12 de julho de 2010

ELIZA SAMUDIO REPETE SUA HISTÓRIA FAMILIAR!



" Temos sempre que nos haver com nossa história, se não falamos dela, ela se faz falar por nós...estranhar a repetição, estar atentos para ela, se interrogar sobre ela, nos aproximarmos de seu sentido, das representações em jogo. Esse movimento nos encaminha para a elaboração, que é o momento de reorganização das representações."
Percebo que a história familiar dessa moça é envolvida por um lençol de rejeição.
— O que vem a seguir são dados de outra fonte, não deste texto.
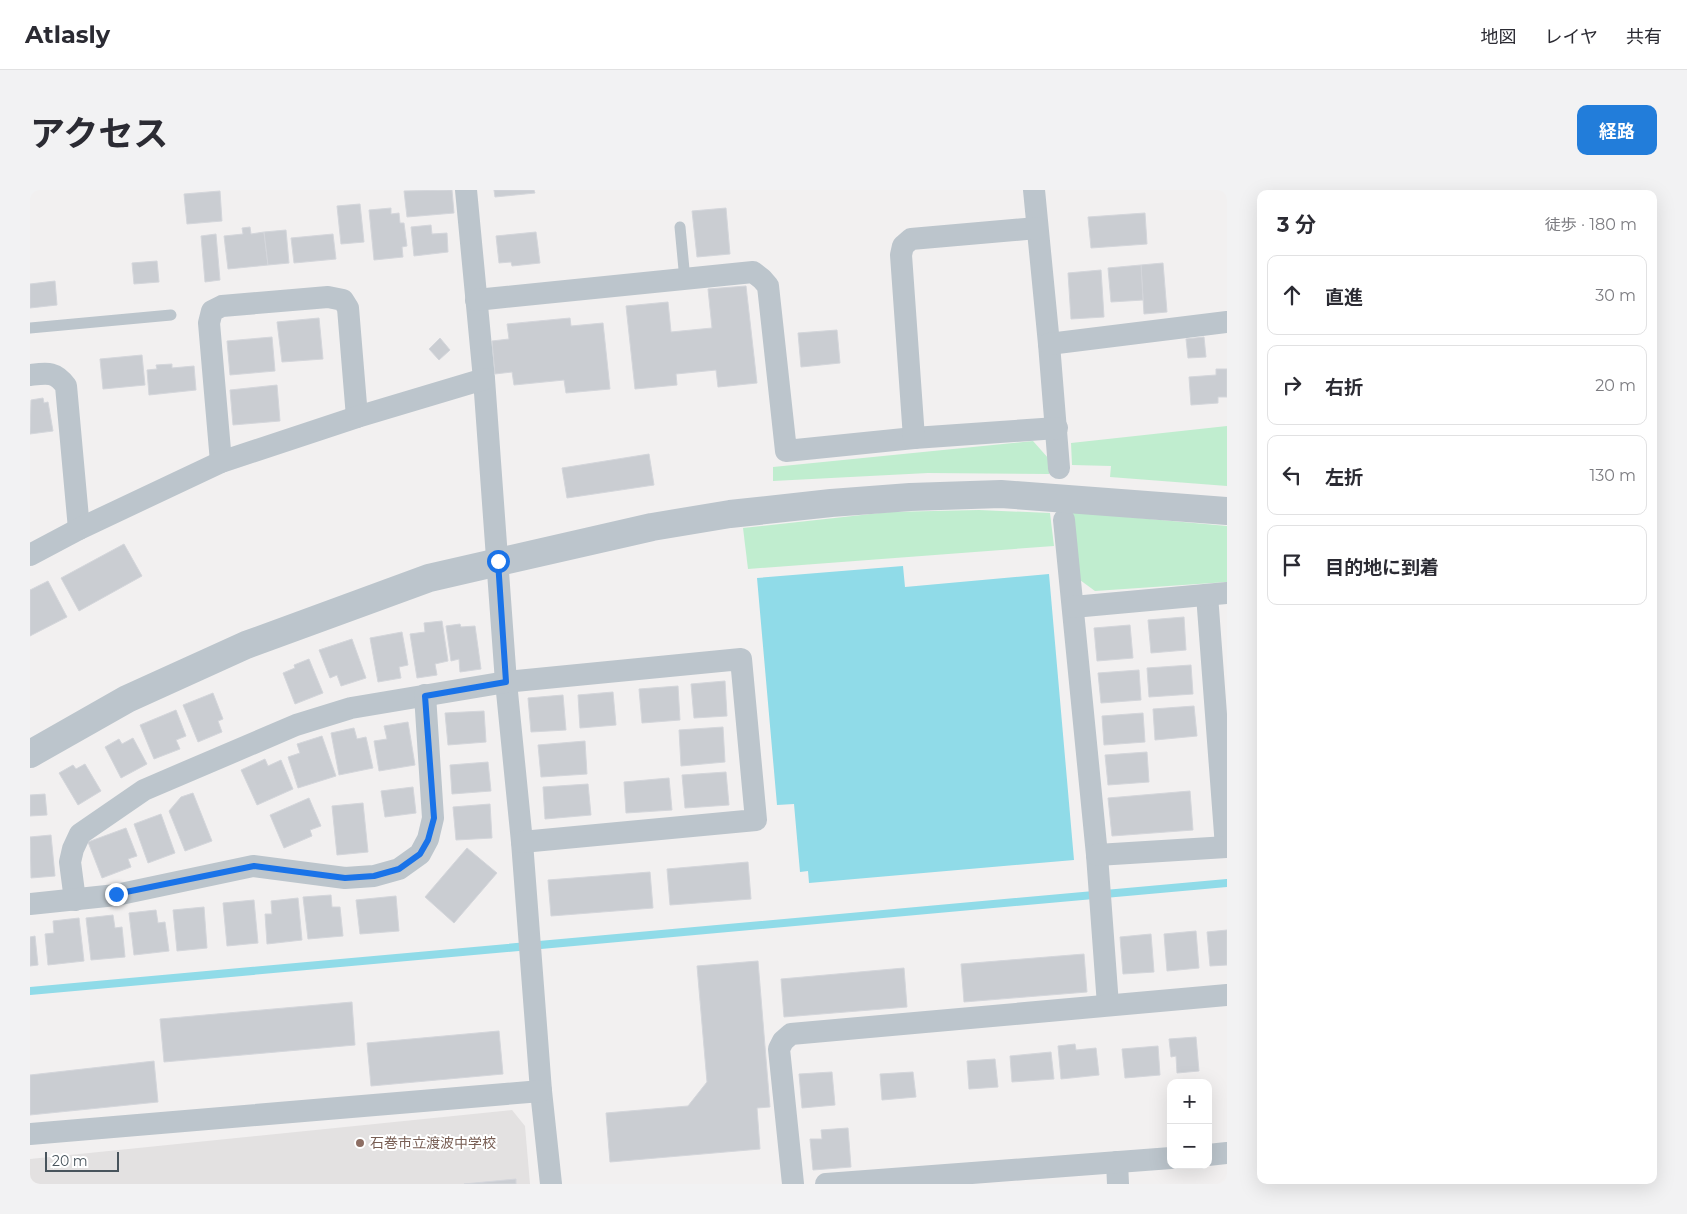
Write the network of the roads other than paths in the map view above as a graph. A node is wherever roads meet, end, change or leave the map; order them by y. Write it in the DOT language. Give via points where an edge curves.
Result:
graph roads {
  1 [pos="466,190"];
  2 [pos="1034,190"];
  3 [pos="680,227"];
  4 [pos="1037,228"];
  5 [pos="685,280"];
  6 [pos="476,300"];
  7 [pos="171,316"];
  8 [pos="1227,322"];
  9 [pos="30,328"];
  10 [pos="1049,344"];
  11 [pos="30,375"];
  12 [pos="484,379"];
  13 [pos="357,417"];
  14 [pos="1057,428"];
  15 [pos="914,438"];
  16 [pos="221,462"];
  17 [pos="1059,468"];
  18 [pos="1227,510"];
  19 [pos="1064,520"];
  20 [pos="79,530"];
  21 [pos="30,555"];
  22 [pos="498,561"];
  23 [pos="1217,594"];
  24 [pos="1073,607"];
  25 [pos="506,682"];
  26 [pos="425,696"];
  27 [pos="30,754"];
  28 [pos="522,842"];
  29 [pos="1226,847"];
  30 [pos="1097,855"];
  31 [pos="74,900"];
  32 [pos="30,904"];
  33 [pos="1227,995"];
  34 [pos="1108,1005"];
  35 [pos="541,1091"];
  36 [pos="30,1134"];
  37 [pos="1227,1153"];
  38 [pos="1212,1155"];
  39 [pos="1167,1158"];
  40 [pos="1117,1162"];
  41 [pos="551,1184"];
  42 [pos="793,1184"];
  43 [pos="826,1184"];
  44 [pos="1118,1184"];
  1 -- 6 [label="street"];
  2 -- 4 [label="street"];
  3 -- 5 [label="lane"];
  4 -- 10 [label="street"];
  4 -- 15 [label="street" via="911,239 903,246 901,255"];
  5 -- 6 [label="street"];
  5 -- 15 [label="street" via="753,272 768,286 786,452"];
  6 -- 12 [label="street"];
  7 -- 9 [label="lane"];
  8 -- 10 [label="street"];
  10 -- 14 [label="street"];
  11 -- 20 [label="street" via="46,373 59,377 66,386"];
  12 -- 13 [label="street"];
  12 -- 22 [label="street"];
  13 -- 16 [label="street"];
  13 -- 16 [label="street" via="348,308 343,300 328,297 222,306 212,311 209,323"];
  14 -- 15 [label="street"];
  14 -- 17 [label="street"];
  16 -- 20 [label="street"];
  18 -- 22 [label="street" via="1001,494 910,497 730,514 652,526"];
  19 -- 24 [label="street"];
  20 -- 21 [label="street"];
  22 -- 25 [label="street"];
  22 -- 27 [label="street" via="429,578 246,645 127,700"];
  23 -- 24 [label="street"];
  23 -- 29 [label="street"];
  24 -- 30 [label="street"];
  25 -- 26 [label="street"];
  25 -- 28 [label="street"];
  25 -- 28 [label="street" via="741,659 756,820"];
  26 -- 31 [label="street" via="351,708 296,725 144,790 80,834 70,862"];
  26 -- 31 [label="street" via="434,818 420,854 399,869 374,876 345,878 254,866"];
  28 -- 35 [label="street"];
  29 -- 30 [label="street"];
  30 -- 34 [label="street"];
  31 -- 32 [label="street"];
  33 -- 34 [label="street"];
  34 -- 42 [label="street" via="792,1034 778,1049"];
  35 -- 36 [label="street"];
  35 -- 41 [label="street"];
  37 -- 38 [label="street"];
  39 -- 40 [label="street"];
  40 -- 43 [label="street"];
  40 -- 44 [label="street"];
}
Foi alvo de uma disputa de amor e ódio entre seus pais  sendo separada do amor materno pelo seu pai, para que assim sua mãe fosse punida por ter pleteiado a separação conjugal. Nesta semana, se noticia que seu pai responde a um processo de pedofilia, onde ficou comprovado o abuso sexual e sua autoria. Durante as apariçoes de seu pai, sempre questionei seu jeito frio e previsível em relação ao desaparecimento de sua filha. Em conversa com meu esposo logo no inicio da explosão do caso,questionamos como um pai deixa sua filha ir de um estado para outro,com uma criança nos braços encontrar um cara que já tinha dado sinais de mau caráter e assassino. Meu esposo disse " Jú, se é minha filha eu diria: Você até pode ir, mas eu vou com você!" Acho que seria uma atitude esperada de um pai que ama, tenta e quer proteger!
Hoje ouvindo o PAPO DE GRAÇA com o Caio Fábio, ele disse que esta menina caminhou para a morte sem nenhum medo ( falo do medo que nos protege, que nos faz presentir o mal...), expôs seu filhinho e ainda no caminho para o matadouro acreditava que seu algoz no último momento iria se arrepender e libertá-la! Doce ilusão! Pesadelo!!!
"Olhando a nossa infância percebemos a existência de angústias, de dor, revisitamos as dificuldades, o lado sombrio que existe em qualquer ser, mesmo sendo ele uma criança, às vezes tão pequena. A infância não é um período só cor de rosa, o trabalho interno que cada um tem que trilhar envolve tristeza, incompreensão, solidão, raiva, desejos destrutivos, choro. Quando crianças, temos que achar sentidos para muitas questões que geram muita ansiedade, como entender de onde viemos, para que estamos aqui, para onde vamos, a morte, o sexo, o que é ser menino ou menina, a maldade, a rejeição, o desejo, o limite, o amor..."
"Freud diz que o inconsciente é o infantil. O fato da infância, enquanto tempo externo, já ter passado para um adulto, não significa que enquanto tempo interno, tenha se extinguido. O infantil sobrevive em cada um e se mostra em cenas privilegiadas, nas quais os enigmas mostram a sua face."
Somos resultado da criança que fomos, nossas experiências, afetos e desafetos. Precisamos refletir, questionar certas posições destrutivas e cultivar escolhas saudáveis. A relação de Eliza com Bruno vislumbra muito mais que golpe da barriga, que pensão, dinheiro e status. Mostra-nos uma solitária incapaz de enxergar além dos limites do própio corpo, incapaz de proteger-se. Mostra-nos uma criança desprotegida mesmo nos braços de sua mãe, e que agora talvez desfrute de um pouco mais de afeto e de menos rejeição, pois é alvo também da vontade de uma mãe ( avó) eximir-se da culpa ( consciência pesada) de ter vivido tanto tempo longe de uma filha sem oferecer-lhe proteção, sem ensinar-lhe que o ser mulher vai muito além do próprio corpo, de uma simples transa. Eliza procurou na teia de aranha, justamento o fio da rejeição, da frieza de Bruno assim como demonstrou seu pai frieza por sua mãe. Nesta história, os fios se entrelaçam, se repetem, e Eliza não foi capaz de achar qual dos fios a levaria a  simples felicidade!

Abraço e vida!

endereço do texto em itálico http://www.pedagogico.com.br/

Um comentário:

  1. Ai flor que xaudades de ler seus post, estou maravilhada, mesmo sendo uma situação tão triste pelo acontecido, vc conseguiu transformar num texto de fé e amor. Que Deus continue te abençoando viu.